=== Begin Enclosure ===

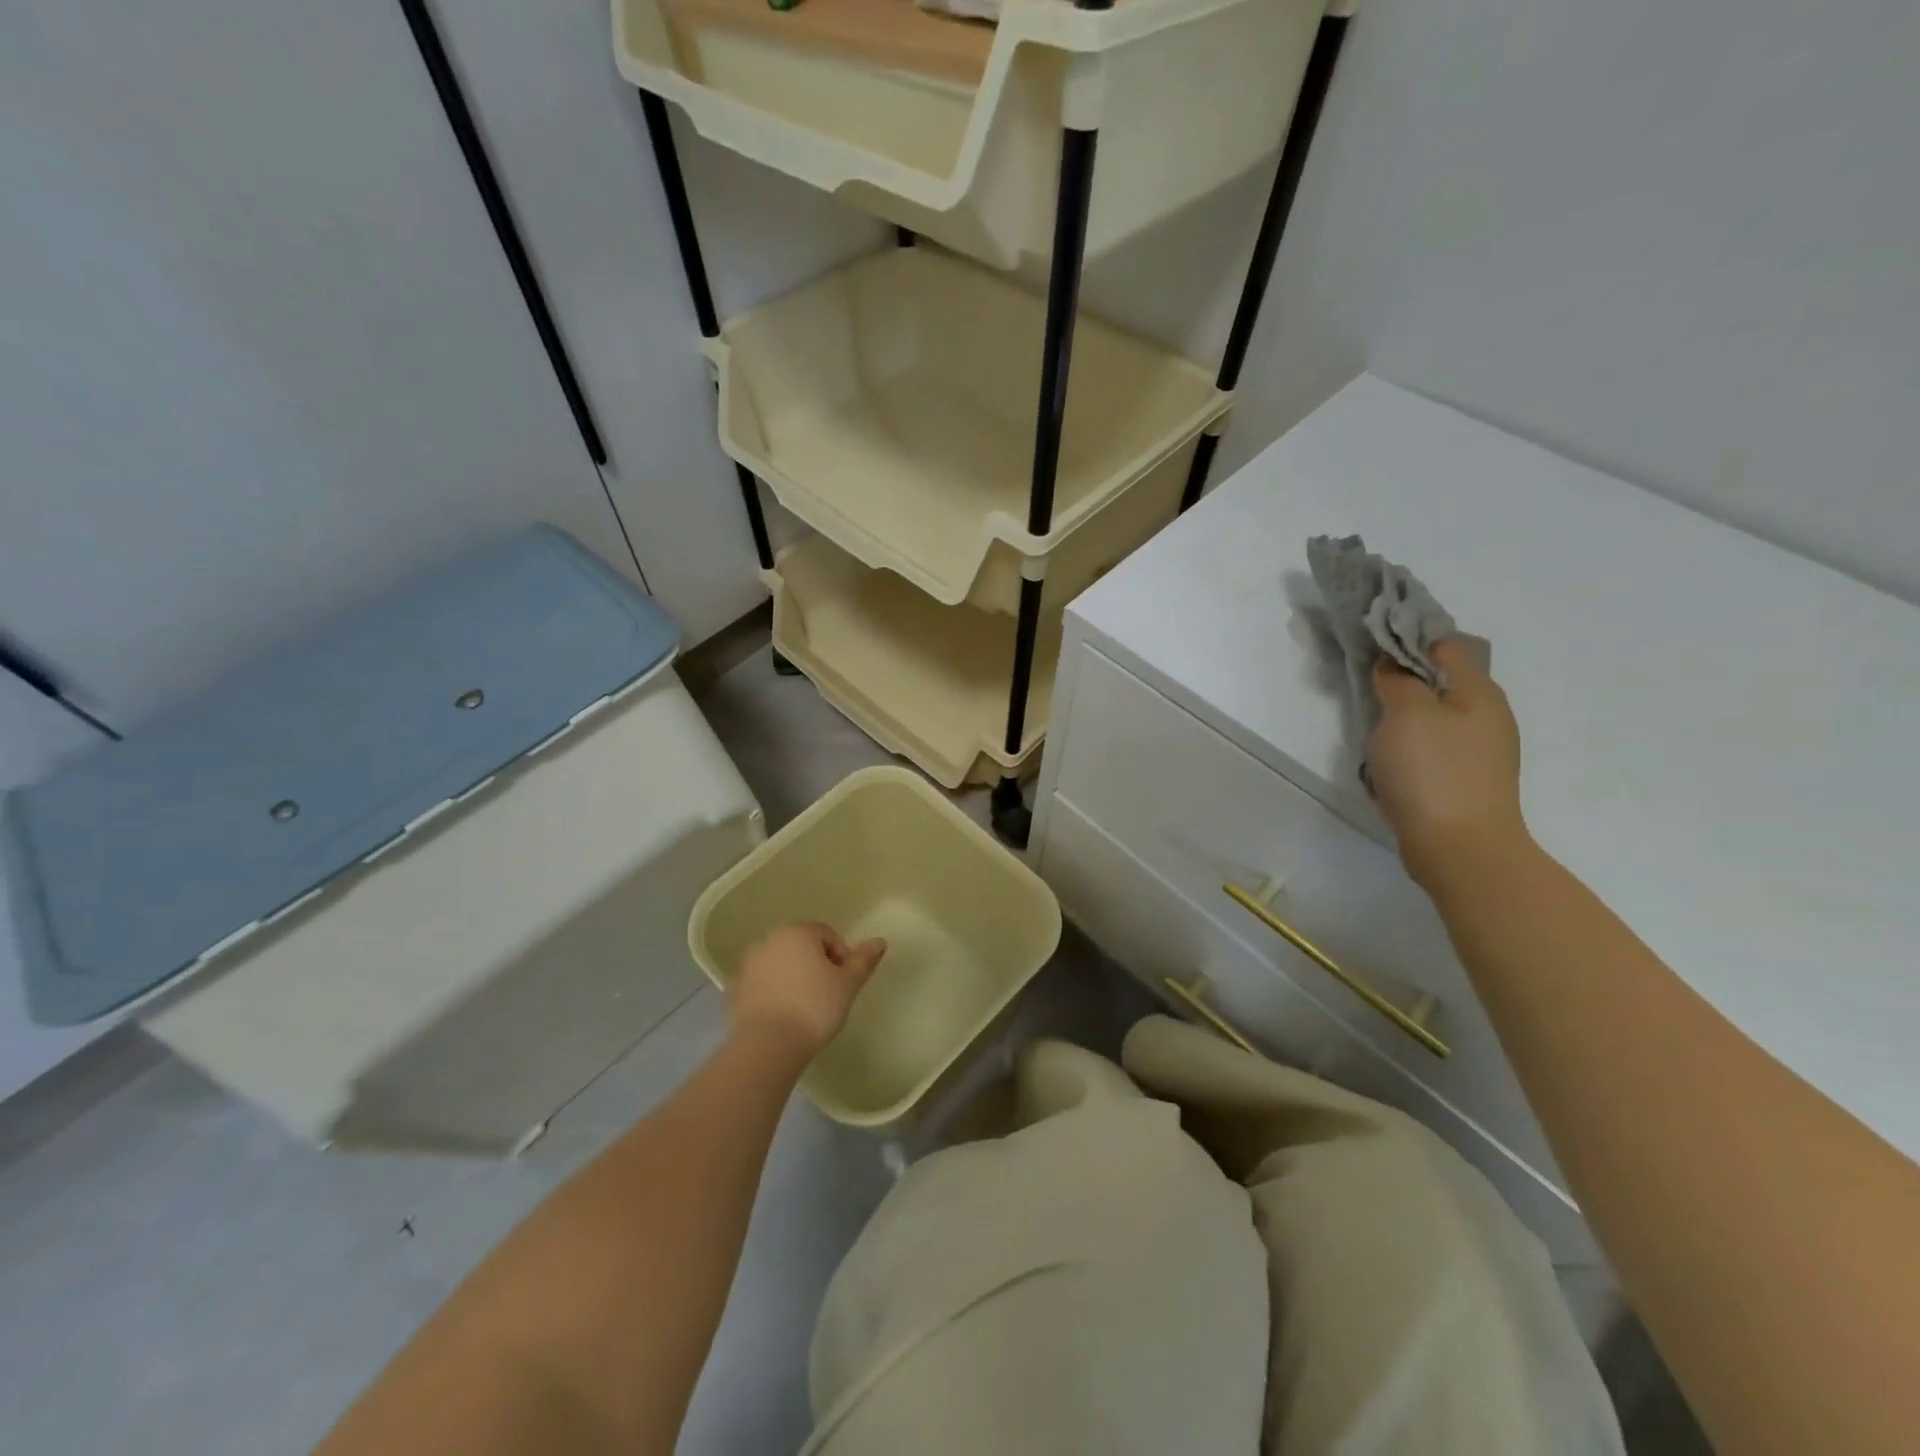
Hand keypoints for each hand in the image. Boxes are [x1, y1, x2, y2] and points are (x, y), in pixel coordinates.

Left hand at [728, 923, 887, 1057]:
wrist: (767, 1045)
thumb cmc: (814, 1007)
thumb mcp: (848, 984)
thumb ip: (864, 960)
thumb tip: (880, 941)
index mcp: (797, 932)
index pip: (827, 934)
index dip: (842, 956)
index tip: (846, 983)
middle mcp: (769, 940)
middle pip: (802, 946)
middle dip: (817, 964)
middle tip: (828, 993)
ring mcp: (748, 964)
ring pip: (780, 964)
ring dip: (793, 977)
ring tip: (804, 1006)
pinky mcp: (735, 989)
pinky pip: (762, 984)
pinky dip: (773, 992)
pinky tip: (783, 1015)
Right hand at [1368, 639, 1529, 886]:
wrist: (1460, 848)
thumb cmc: (1433, 772)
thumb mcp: (1406, 714)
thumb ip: (1397, 680)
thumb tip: (1391, 665)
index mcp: (1479, 692)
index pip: (1444, 646)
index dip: (1407, 640)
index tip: (1370, 646)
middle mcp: (1486, 716)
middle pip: (1437, 683)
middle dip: (1400, 683)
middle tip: (1364, 691)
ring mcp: (1477, 752)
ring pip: (1430, 719)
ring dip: (1400, 721)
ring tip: (1371, 733)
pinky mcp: (1462, 781)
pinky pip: (1428, 751)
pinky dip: (1406, 751)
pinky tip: (1386, 767)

=== End Enclosure ===

Go to the line with "thumb ip: (864, 960)" in the entries above and repeat every line from there through the line with "index tip: (1370, 646)", exactly and with no other text.

- _Worked solution_:
thumb ip: (864, 960)
thumb tip: (880, 941)
index mcp: (797, 932)
index pip: (827, 934)
index dip: (842, 956)
index tip: (846, 983)
middle mcp: (769, 940)
middle pip: (802, 946)
middle dip: (817, 964)
middle tip: (828, 993)
ring mcp: (748, 964)
ring pip: (780, 964)
ring dip: (793, 977)
ring tip: (804, 1006)
pinky mcp: (735, 989)
pinky pip: (762, 984)
pinky dip: (773, 992)
pinky tip: (783, 1015)
Right hand at [1368, 639, 1529, 886]:
wrist: (1460, 848)
thumb cmc: (1433, 772)
thumb mcp: (1406, 714)
thumb ip: (1397, 680)
thumb tip: (1391, 665)
index mcp: (1479, 692)
index pip: (1444, 646)
index dip: (1407, 640)
index tip: (1370, 646)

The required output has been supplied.